Milosevic aide to be Serbia's prime minister
The wartime spokesman for Slobodan Milosevic's party will be sworn in as prime minister of Serbia today, officials said, stoking international concerns that Serbia will abandon its European path and return to the nationalism of the past. The newly designated prime minister, Ivica Dacic, heads the Socialist Party, which was once led by Milosevic. Milosevic was overthrown in a revolution in 2000 and died in jail in 2006 while being tried for crimes against humanity. The party's comeback follows the victory of Tomislav Nikolic, another former archnationalist, in the presidential election in May. Dacic and Nikolic both say they've left nationalism behind.
Ala. bus boycott organizer dies
Thelma McWilliams Glass, a longtime professor and civil rights pioneer who helped organize the Montgomery bus boycott, died Wednesday at 96. A statement from Alabama State University, where Mrs. Glass was a professor of geography, did not give a cause. "The ASU family lost one of its crown jewels today," president William H. Harris said. He called her a "consummate educator whose life was a shining example of service, courage and commitment." Mrs. Glass was among a group of women to help organize the bus boycott in Montgomery in 1955 after Rosa Parks was arrested for refusing to surrender her seat to a white person. The boycott crippled the bus service and helped bring an end to segregation of public transportation in the South a year later.
Judge frees former president on bail
In a surprise ruling, a judge ordered former President Gloria Macapagal Arroyo released on bail Wednesday after finding that vote-rigging charges lodged against her were weak. After posting the equivalent of $24,000 bail, Arroyo emerged smiling from a military hospital, where she had been detained for eight months after seeking treatment for a bone ailment.
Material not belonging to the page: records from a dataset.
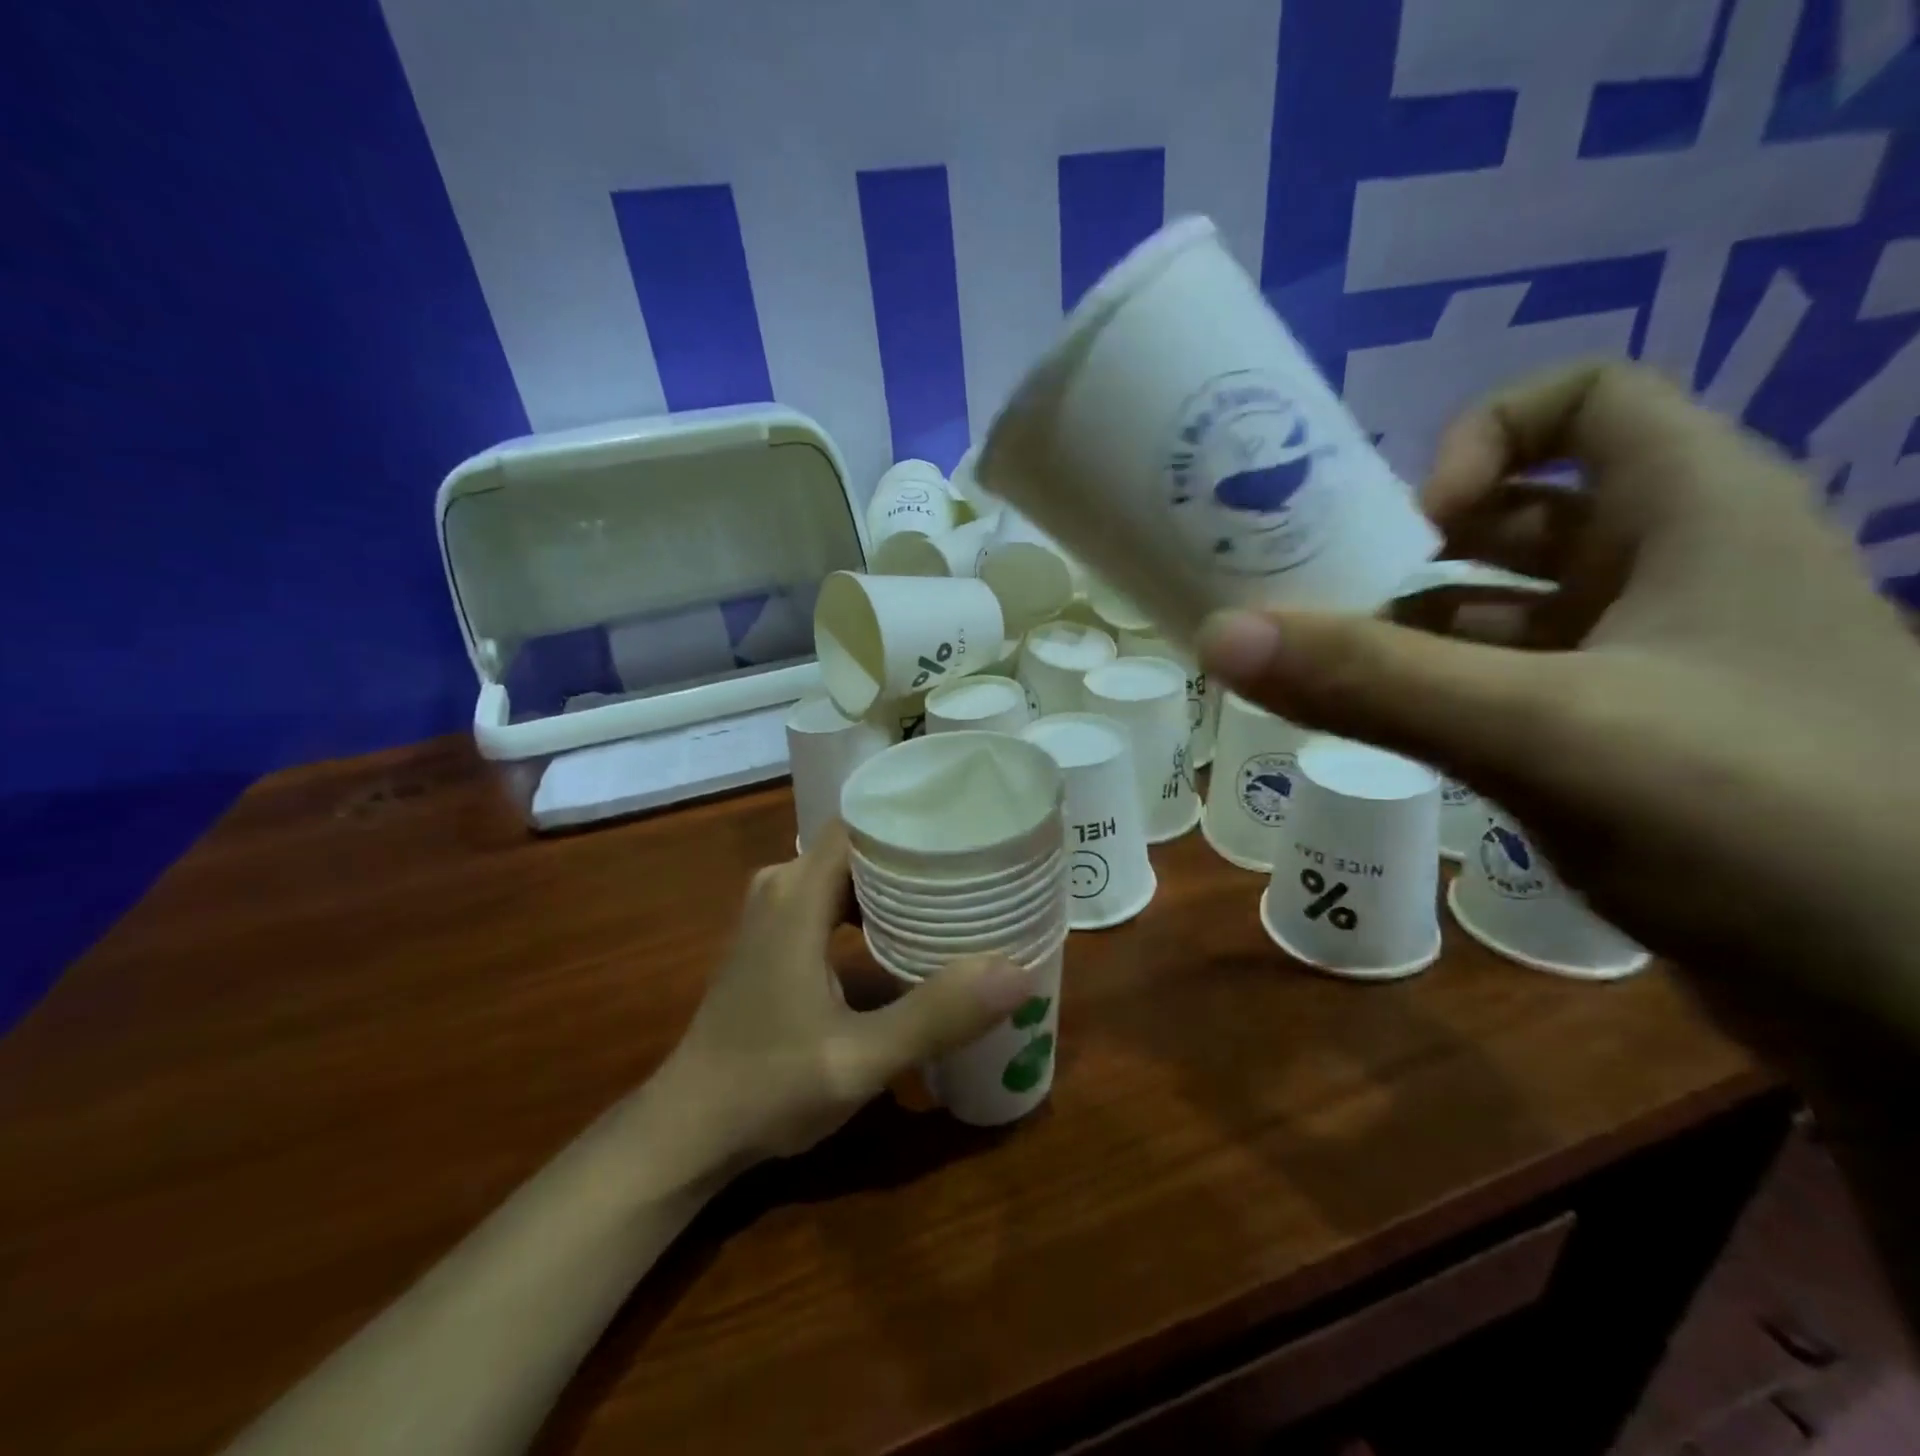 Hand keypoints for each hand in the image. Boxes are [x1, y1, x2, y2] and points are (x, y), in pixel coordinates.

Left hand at [654, 822, 1039, 1168]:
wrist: (688, 1130)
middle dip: (916, 852)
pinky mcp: (775, 939)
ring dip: (895, 882)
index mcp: (797, 894)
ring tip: (958, 891)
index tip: (970, 826)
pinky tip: (910, 934)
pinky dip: (872, 908)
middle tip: (980, 863)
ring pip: (846, 873)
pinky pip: (832, 900)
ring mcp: (773, 913)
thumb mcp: (860, 1059)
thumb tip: (1018, 972)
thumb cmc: (767, 1088)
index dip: (913, 819)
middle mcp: (782, 887)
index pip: (861, 822)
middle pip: (859, 845)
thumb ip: (937, 1015)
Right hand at [1197, 362, 1919, 1035]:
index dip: (1486, 436)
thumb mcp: (1541, 732)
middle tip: (1321, 597)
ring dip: (1416, 630)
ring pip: (1512, 611)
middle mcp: (1680, 571)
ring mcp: (1659, 663)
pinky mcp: (1635, 740)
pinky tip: (1385, 729)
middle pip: (1527, 511)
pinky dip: (1445, 692)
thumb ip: (1372, 681)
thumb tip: (1220, 635)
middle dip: (1416, 546)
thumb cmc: (1756, 819)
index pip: (1587, 398)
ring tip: (1325, 671)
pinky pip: (1517, 684)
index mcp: (1694, 515)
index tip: (1411, 524)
The judge's order was seen as a blow to the administration of President Benigno S. Aquino III, who has pointed to Arroyo's arrest and detention as an important milestone in his anticorruption campaign.
Gay marriage gives economic boost
The Big Apple raked in $275 million in economic benefits plus city revenues directly linked to the state's decision to embrace gay marriage, Mayor Michael Bloomberg said this week. New York legalized gay marriage in July 2011. Since then, more than 8,200 same-sex marriage licenses have been issued in New York City. The economic impact is estimated from some 200,000 guests who traveled to the city for same-sex wedding receptions.
Training aimed at cyber espionage
Confronting a growing threat to national security, the Justice Department has begun training hundreds of prosecutors to combat and prosecute cyber espionage and related crimes, according to senior department officials, the Washington Post reported. The new training is part of a major overhaul after an internal review that pinpointed gaps in the department's ability to identify and respond to potential terrorist attacks over the Internet and to the rapidly growing crime of cyber espionage, the officials said.